Bárbara Goenaga con Borja Sémper
Bárbara Goenaga y la cadena de golpes que cambió su forma de entender la vida
La actriz ha compartido uno de sus mensajes más íntimos al recordar a sus padres, ambos fallecidos a causa de un cáncer de pulmón
Bárbara Goenaga siempre ha sido muy discreta con su vida privada. Alejada de la exposición constante y de las confesiones públicas, la actriz ha preferido mantener su intimidad lejos del foco mediático. Sin embargo, una reciente fotografía en blanco y negro compartida en sus redes sociales, donde aparecen sus padres caminando por la playa, ha abierto una pequeña ventana a una de las etapas más difíciles de su vida. «Los recuerdo cada día. Normalmente con una sonrisa, aunque a veces los echo muchísimo de menos. Se fueron demasiado pronto», escribía. Una confesión breve pero cargada de emoción que resume una historia familiar marcada por la enfermedad y por dos pérdidas especialmente dolorosas.
Su madre falleció en 2015, cuando la actriz tenía solo 32 años, a causa de un cáncer de pulmón que la propia Bárbara relacionó entonces con el tabaco. «Fue por un cáncer de pulmón que achacamos al tabaco, y en ese sentido me he vuelto muy beligerante contra el fumar», explicaba la actriz, quien también reconoció cómo afrontó aquella pérdida: «Cuando murió mi madre pensé: o me bajo del mundo o tiro hacia adelante con más fuerza». Años después, el golpe volvió a repetirse con la muerte de su padre, el reconocido pintor José Luis Goenaga, fallecido el pasado 13 de agosto de 2024 también a consecuencia del mismo tumor.
Aquella experiencia terminó cambiando profundamente su forma de entender la vida y de valorar cosas que antes pueden parecer cotidianas, pero que con el tiempo adquieren un significado enorme. La propia actriz lo resumía hace tiempo con una reflexión cargada de nostalgia: "Cenar con ellos… Esa llamada el día de Navidad. Que estén más cansados que tú, pero se hagan cargo de todo. Seguir sintiéndote 'la hija'... Eso se echa mucho de menos. Así que los que podáis, disfrutad de vuestras madres y padres, mucho mucho mucho. A no quejarse, pafavá”.

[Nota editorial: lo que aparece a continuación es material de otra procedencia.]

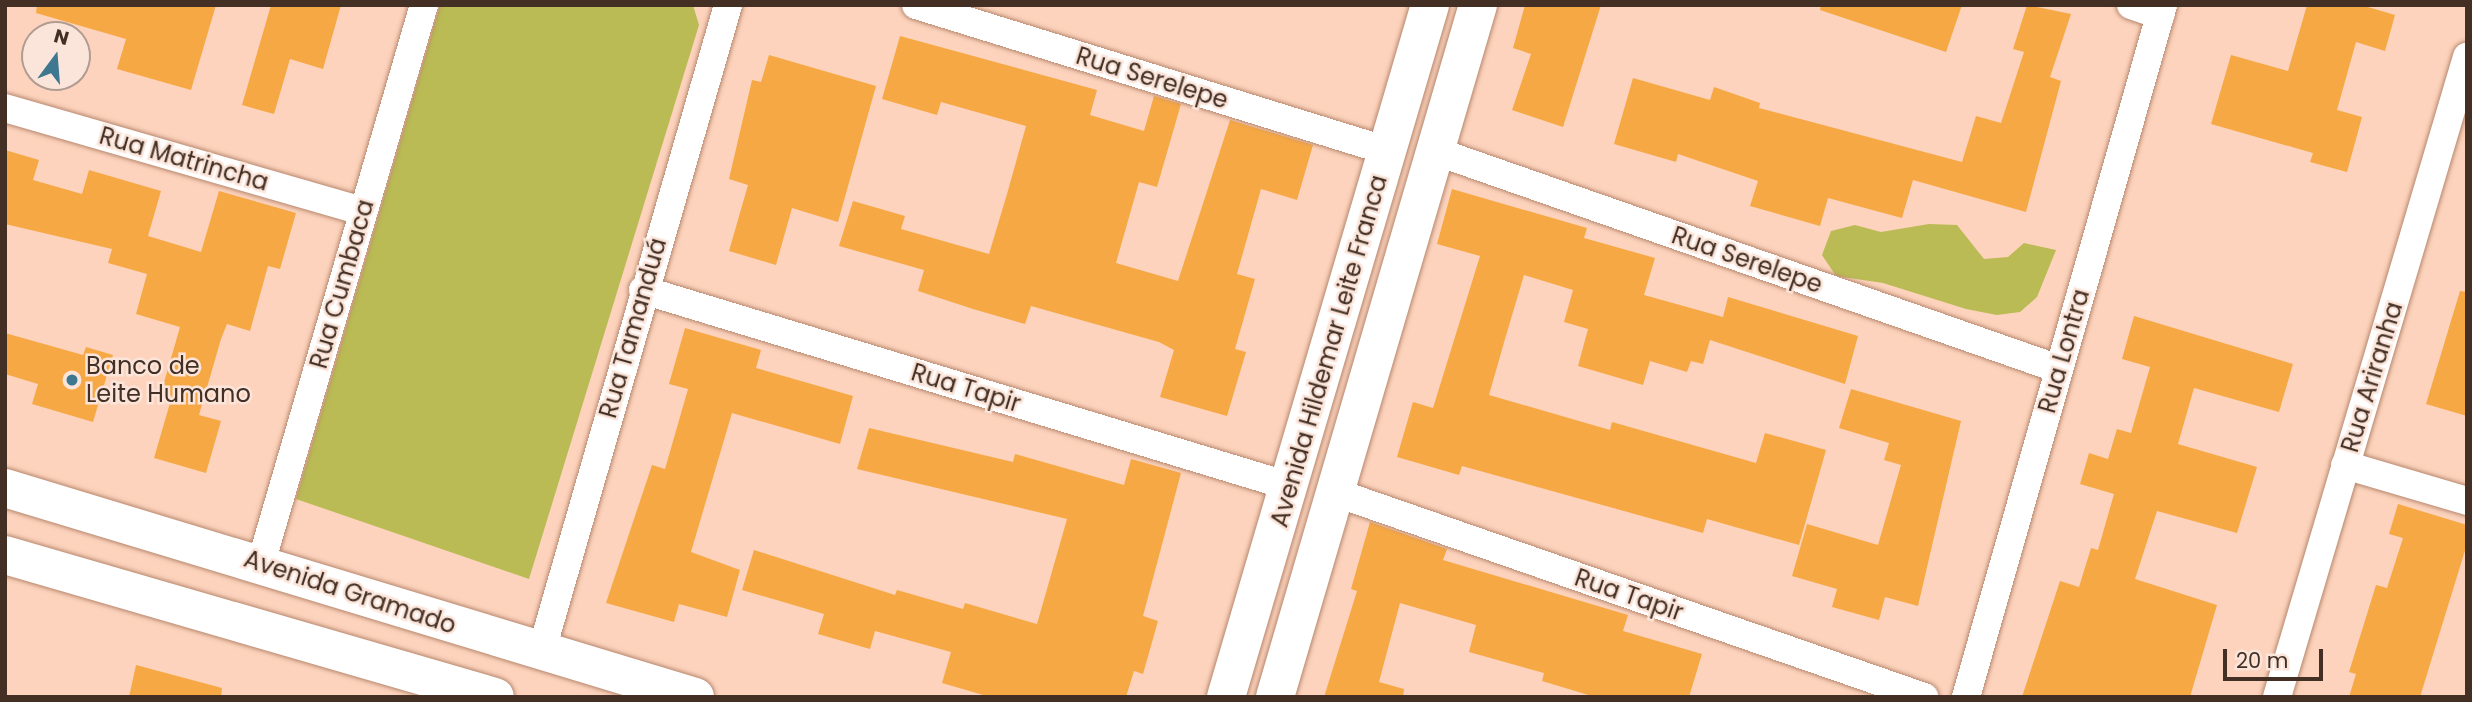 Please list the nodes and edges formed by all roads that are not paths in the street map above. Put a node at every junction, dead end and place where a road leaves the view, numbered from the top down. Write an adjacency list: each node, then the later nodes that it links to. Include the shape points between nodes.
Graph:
1 (424, 5): 13 (street, Rua Cumbaca)
2 (728, 5): 14 (street, Rua Tamanduá)
3 (916, 5): 11 (street, Rua Serelepe)
4 (1430, 5): 11 (street, Avenida Hildemar Leite Franca)
5 (1478, 5): 12 (street, Avenida Hildemar Leite Franca)
6 (2131, 5): 7 (street)
7 (2161, 10): 15 (street, Rua Lontra)
8 (2467, 57): 10 (street, Rua Ariranha)
9 (5, 108): 13 (street, Rua Matrincha)
10 (2456, 130): 16 (street, Rua Ariranha)
11 (1388, 151): 17 (street, Avenida Hildemar Leite Franca)
12 (1435, 151): 15 (street, Rua Serelepe); 19 (street, Avenida Hildemar Leite Franca)
13 (363, 211): 22 (street, Rua Cumbaca)
14 (643, 290): 17 (street, Rua Tapir); 23 (street, Rua Tamanduá)
15 (2059, 369): 29 (street, Rua Lontra)
16 (2346, 465): 20 (street); 30 (street, Rua Ariranha)
17 (1289, 486): 26 (street, Avenida Hildemar Leite Franca)
18 (5, 488): 22 (street, Avenida Gramado)
19 (1334, 492): 27 (street, Avenida Hildemar Leite Franca); 28 (street, Rua Tapir)
20 (2467, 501)
21 (5, 555): 24 (street)
22 (261, 563): 23 (street, Avenida Gramado)
23 (541, 653): 25 (street, Avenida Gramado)
24 (495, 697)
25 (695, 697)
26 (1226, 697)
27 (1275, 697)
28 (1924, 697)
29 (1965, 697)
30 (2277, 697)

Sin embargo, años después, todo lo vivido acabaría teniendo un papel decisivo en otro de los momentos más delicados de su vida. Cuando Borja Sémper, su pareja y padre de sus dos hijos pequeños, Telmo y Eliot, comenzó a encontrarse mal, Bárbara tuvo una intuición que venía marcada inevitablemente por su propia historia. Después de convivir tan de cerca con la enfermedad, algo hizo que saltaran todas las alarmas y decidió insistir para que se realizara determinadas pruebas médicas. Esa insistencia resultó clave.
El diagnóstico confirmó un cáncer de páncreas, una de las enfermedades más complejas, aunque en su caso pudo detectarse en una fase muy inicial, algo determinante para afrontar el tratamiento con mejores expectativas. A partir de ahí comenzó un proceso especialmente duro que obligó al portavoz del Partido Popular a apartarse temporalmente de la vida política y centrarse por completo en su recuperación. Fueron meses marcados por la incertidumbre, los tratamientos y la batalla emocional que inevitablemente acompaña a una noticia así.
Borja Sémper y Bárbara Goenaga
Un gran papel
Con el paso del tiempo llegaron también las buenas noticias. Tras completar el tratamiento y dejar atrás una de las etapas más difíciles de su vida, Borja Sémper anunció su recuperación y su regreso progresivo a la normalidad. Y al mirar atrás, el político resumió el papel que tuvo Bárbara durante todo el proceso con una frase tan sencilla como contundente: «Gracias a ella estoy vivo».